Karl Vollstedt learned that he had multiple myeloma about four years ago. He had no idea he was sick, but his doctor discovered it through blood tests at an annual physical.

"When you hear that you have three to five years to live, it's devastating for the first couple of months," Vollstedt says. "But, you have to get above it emotionally."

To do that, he has focused his attention on educating himself and others about multiple myeloma and its management. He is also rallying people to the cause of myeloma research.
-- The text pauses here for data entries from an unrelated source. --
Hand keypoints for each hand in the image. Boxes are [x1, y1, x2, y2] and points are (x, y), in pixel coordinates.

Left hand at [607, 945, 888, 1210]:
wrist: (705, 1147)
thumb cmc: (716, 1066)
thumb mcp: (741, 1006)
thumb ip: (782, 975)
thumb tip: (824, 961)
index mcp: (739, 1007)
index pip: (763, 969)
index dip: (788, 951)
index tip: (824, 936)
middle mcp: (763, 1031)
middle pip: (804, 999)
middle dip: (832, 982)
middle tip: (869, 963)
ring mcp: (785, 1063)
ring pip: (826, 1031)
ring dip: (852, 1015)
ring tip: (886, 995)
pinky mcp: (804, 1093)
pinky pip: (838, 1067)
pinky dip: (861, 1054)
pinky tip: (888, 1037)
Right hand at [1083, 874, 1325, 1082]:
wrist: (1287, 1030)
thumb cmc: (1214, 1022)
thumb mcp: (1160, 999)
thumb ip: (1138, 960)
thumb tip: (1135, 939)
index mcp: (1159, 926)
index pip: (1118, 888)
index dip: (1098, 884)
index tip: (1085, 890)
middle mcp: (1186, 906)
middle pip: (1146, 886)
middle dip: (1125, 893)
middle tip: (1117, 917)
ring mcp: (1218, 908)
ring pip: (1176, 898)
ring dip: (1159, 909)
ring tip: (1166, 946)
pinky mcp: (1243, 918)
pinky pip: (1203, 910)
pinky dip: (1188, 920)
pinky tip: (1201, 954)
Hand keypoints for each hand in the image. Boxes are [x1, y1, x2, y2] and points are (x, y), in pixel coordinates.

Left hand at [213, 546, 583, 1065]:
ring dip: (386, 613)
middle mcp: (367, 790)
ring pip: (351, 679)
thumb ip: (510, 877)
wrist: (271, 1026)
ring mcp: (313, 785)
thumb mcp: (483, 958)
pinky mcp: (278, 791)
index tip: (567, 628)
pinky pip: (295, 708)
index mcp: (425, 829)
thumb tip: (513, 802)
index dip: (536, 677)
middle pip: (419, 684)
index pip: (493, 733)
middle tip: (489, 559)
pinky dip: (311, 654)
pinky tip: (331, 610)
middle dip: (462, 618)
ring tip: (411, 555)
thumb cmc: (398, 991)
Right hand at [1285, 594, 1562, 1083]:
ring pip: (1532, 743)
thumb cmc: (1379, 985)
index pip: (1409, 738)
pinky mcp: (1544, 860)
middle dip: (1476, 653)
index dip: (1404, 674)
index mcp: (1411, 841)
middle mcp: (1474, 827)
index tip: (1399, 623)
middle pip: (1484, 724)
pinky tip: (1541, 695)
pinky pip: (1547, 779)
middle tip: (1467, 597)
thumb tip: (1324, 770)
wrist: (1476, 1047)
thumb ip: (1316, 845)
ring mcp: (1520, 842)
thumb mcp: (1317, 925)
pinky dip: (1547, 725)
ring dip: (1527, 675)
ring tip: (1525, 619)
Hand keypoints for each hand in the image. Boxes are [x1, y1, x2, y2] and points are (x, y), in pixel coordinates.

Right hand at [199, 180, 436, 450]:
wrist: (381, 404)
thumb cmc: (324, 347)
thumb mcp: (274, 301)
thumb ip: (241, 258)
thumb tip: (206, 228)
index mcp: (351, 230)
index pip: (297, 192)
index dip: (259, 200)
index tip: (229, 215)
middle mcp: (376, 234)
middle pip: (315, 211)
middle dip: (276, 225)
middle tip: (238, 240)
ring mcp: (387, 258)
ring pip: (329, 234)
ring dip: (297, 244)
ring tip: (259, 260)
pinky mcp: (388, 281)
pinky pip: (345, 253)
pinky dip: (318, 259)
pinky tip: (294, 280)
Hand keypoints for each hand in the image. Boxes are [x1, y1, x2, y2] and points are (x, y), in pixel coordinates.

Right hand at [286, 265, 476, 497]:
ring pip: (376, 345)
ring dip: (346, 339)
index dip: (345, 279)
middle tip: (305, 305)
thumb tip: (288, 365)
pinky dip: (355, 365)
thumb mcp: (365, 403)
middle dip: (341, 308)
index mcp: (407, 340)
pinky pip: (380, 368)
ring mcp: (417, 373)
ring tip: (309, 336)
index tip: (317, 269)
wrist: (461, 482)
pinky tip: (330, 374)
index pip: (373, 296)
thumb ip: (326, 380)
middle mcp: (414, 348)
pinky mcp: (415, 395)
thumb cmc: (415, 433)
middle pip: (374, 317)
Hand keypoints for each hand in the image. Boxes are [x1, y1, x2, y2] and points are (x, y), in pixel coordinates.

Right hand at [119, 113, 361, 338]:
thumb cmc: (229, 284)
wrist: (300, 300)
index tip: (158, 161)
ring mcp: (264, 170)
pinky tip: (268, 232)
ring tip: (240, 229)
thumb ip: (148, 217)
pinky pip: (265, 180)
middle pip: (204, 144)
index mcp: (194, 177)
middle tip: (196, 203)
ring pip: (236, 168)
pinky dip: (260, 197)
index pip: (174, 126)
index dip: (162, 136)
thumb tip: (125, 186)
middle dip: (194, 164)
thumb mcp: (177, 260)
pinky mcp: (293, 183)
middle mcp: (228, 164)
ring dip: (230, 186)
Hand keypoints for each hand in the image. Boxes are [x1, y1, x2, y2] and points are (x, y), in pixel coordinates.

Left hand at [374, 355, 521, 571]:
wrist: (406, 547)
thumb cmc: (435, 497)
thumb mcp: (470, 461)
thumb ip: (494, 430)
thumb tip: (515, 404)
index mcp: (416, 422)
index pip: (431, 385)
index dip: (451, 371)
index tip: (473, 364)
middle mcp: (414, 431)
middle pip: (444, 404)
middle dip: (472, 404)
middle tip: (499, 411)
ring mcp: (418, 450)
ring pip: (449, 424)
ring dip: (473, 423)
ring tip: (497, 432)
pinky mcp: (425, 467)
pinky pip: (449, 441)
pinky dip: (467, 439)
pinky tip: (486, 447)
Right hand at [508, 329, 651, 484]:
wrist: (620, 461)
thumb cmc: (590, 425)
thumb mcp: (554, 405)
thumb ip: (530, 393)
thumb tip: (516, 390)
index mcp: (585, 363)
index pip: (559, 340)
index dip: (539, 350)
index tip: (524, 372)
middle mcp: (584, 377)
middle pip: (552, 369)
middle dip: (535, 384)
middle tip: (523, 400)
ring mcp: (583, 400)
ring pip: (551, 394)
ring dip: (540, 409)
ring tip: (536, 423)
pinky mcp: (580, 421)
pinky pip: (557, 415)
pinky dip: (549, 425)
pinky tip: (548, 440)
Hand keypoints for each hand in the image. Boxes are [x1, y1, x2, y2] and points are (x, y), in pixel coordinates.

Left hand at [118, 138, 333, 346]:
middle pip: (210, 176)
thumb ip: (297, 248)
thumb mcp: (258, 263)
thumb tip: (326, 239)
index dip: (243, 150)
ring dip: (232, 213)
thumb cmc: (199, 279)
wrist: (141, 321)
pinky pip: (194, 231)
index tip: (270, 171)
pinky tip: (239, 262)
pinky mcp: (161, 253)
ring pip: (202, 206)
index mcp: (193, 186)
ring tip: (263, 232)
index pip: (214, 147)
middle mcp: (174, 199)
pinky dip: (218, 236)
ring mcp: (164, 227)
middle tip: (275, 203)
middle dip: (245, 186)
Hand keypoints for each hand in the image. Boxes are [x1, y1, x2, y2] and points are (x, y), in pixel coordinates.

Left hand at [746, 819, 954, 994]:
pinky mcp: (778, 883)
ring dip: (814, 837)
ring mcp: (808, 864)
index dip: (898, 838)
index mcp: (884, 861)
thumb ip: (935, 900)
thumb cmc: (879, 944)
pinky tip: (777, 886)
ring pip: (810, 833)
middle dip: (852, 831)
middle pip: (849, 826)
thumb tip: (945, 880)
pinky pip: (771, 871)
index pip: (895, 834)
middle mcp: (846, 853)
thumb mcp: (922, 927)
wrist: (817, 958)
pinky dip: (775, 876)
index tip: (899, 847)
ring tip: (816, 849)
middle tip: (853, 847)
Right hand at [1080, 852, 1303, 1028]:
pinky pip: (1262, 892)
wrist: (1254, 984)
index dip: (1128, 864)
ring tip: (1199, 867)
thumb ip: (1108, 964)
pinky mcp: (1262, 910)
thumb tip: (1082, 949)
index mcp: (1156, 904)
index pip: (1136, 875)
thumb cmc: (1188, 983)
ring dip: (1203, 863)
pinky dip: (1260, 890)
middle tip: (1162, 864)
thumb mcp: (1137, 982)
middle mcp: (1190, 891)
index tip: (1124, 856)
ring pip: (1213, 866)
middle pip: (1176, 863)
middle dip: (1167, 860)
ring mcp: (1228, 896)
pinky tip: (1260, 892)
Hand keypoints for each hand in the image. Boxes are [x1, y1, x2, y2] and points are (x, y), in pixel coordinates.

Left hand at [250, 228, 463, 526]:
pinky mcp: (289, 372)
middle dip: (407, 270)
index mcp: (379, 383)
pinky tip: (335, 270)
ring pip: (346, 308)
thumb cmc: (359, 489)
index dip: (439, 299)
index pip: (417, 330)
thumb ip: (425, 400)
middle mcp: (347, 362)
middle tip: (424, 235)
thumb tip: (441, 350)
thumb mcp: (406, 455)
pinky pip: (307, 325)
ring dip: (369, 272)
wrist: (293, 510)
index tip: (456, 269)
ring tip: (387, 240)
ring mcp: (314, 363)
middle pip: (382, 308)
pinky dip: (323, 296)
Vollstedt says his myeloma is in the "smoldering," least aggressive stage (as opposed to the "aggressive" or "raging" stages) and he feels great. That has allowed the retired 3M manager to become a leader among myeloma survivors in the greater Twin Cities region. Vollstedt, who lives in Hastings, formed a multiple myeloma support group consisting of people from eastern Minnesota and western Wisconsin and they gather monthly.

"It's not a real pleasant outlook," he says of myeloma. "There are a lot of emotional stories and they're hard to hear, so we strive to keep the meetings informative and positive. We've turned it into an educational support group.

"Education," he says, "is a substitute for emotion."

Vollstedt maintains that coping with cancer is much less frightening if one understands the disease—how it works, how it is treated, and how researchers are tackling the problem. He has found the International Myeloma Foundation (IMF)—an organization dedicated to improving the quality of life of myeloma patients while working toward prevention and cure—to be an important resource for support and information. Through the IMF, Vollstedt became acquainted with University of Minnesota Cancer Center researcher Brian Van Ness, Ph.D., whose research focuses on genetics and myeloma. The support group subsequently toured Van Ness' molecular genetics laboratory at the University.

Vollstedt's attitude illustrates the way many patients have changed their view of cancer. Increasingly, cancer patients live with the disease for many years, and while they wait for a cure, they have learned they must seek out care that will minimize its spread, the side effects of treatment, and the complications of the disease. Cancer patients have subsequently become more involved in making decisions about their own care.

Vollstedt has several suggestions for taking charge. "You need to keep track of everything you do," he says. "It's trial and error with cancer drugs, so you have to understand the drugs, their side effects, and ask a lot of questions. And, you shouldn't hesitate to get a second opinion."

While actively engaged in the present, Vollstedt also looks to the future—through research. He encourages myeloma patients to submit a sample of their DNA to Bank on a Cure and encourages them to foster awareness of this lesser-known cancer.

"People with myeloma must spread the word about this disease," Vollstedt says.

He backs his talk with financial support for Van Ness' research.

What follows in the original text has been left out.